(Beginning of Provided material)

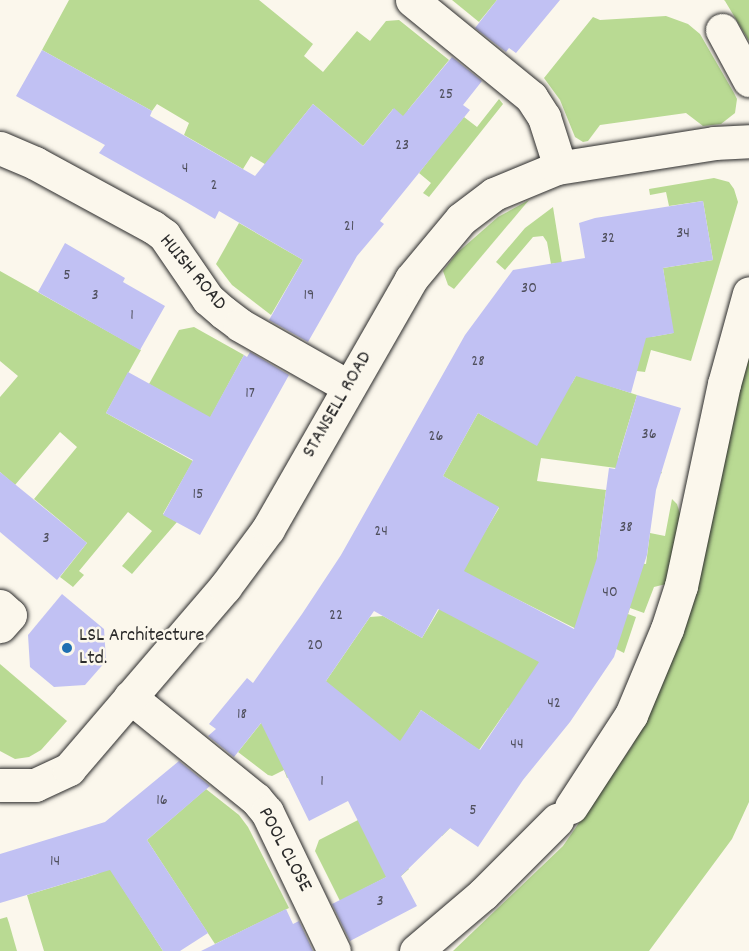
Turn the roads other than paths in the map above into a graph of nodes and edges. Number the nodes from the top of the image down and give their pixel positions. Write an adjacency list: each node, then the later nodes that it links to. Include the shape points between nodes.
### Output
1 (412, 0): 6 (street, via 531,97 544,117)
2 (722, 30): 3 (street)
3 (749, 80)
4 (749, 141): 6 (street, STANSELL ROAD)
5 (0, 148): 8 (street, HUISH ROAD, via 25,157 153,227 164,235 208,299 223,312)
6 (560, 167): 8 (street, STANSELL ROAD, via 494,194 461,219 411,279)
7 (749, 293): 14 (street, via 724,384 681,586 631,715 564,813 492,885)
8 (349, 387): 11 (street, STANSELL ROAD, via 268,529 225,588)
9 (0, 606): 10 (street, via 10,615)
10 (0, 626)
11 (130, 697): 12 (street, STANSELL ROAD, via 69,769 35,785); 13 (street, POOL CLOSE, via 267,812)
12 (0, 785)
13 (334, 951)
14 (416, 951)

(End of Provided material)

» Task to complete: The required output is each record above, reproduced exactly, without its pictures.

» Answer box:
Turn the roads other than paths in the map above into a graph of nodes and edges. Number the nodes from the top of the image down and give their pixel positions. Write an adjacency list: each node, then the later nodes that it links to. Include the shape points between nodes.
### Output
1 (412, 0): 6 (street, via 531,97 544,117)
2 (722, 30): 3 (street)
3 (749, 80)
4 (749, 141): 6 (street, STANSELL ROAD)
5 (0, 148): 8 (street, HUISH ROAD, via 25,157 153,227 164,235 208,299 223,312)
6 (560, 167): 8 (street, STANSELL ROAD, via 494,194 461,219 411,279)
7 (749, 293): 14 (street, via 724,384 681,586 631,715 564,813 492,885)
8 (349, 387): 11 (street, STANSELL ROAD, via 268,529 225,588)
9 (0, 606): 10 (street, via 10,615)
10 (0, 626)
11 (130, 697): 12 (street, STANSELL ROAD, via 69,769 35,785); 13 (street, POOL CLOSE, via 267,812)
12 (0, 785)
13 (334, 951)
14 (416, 951)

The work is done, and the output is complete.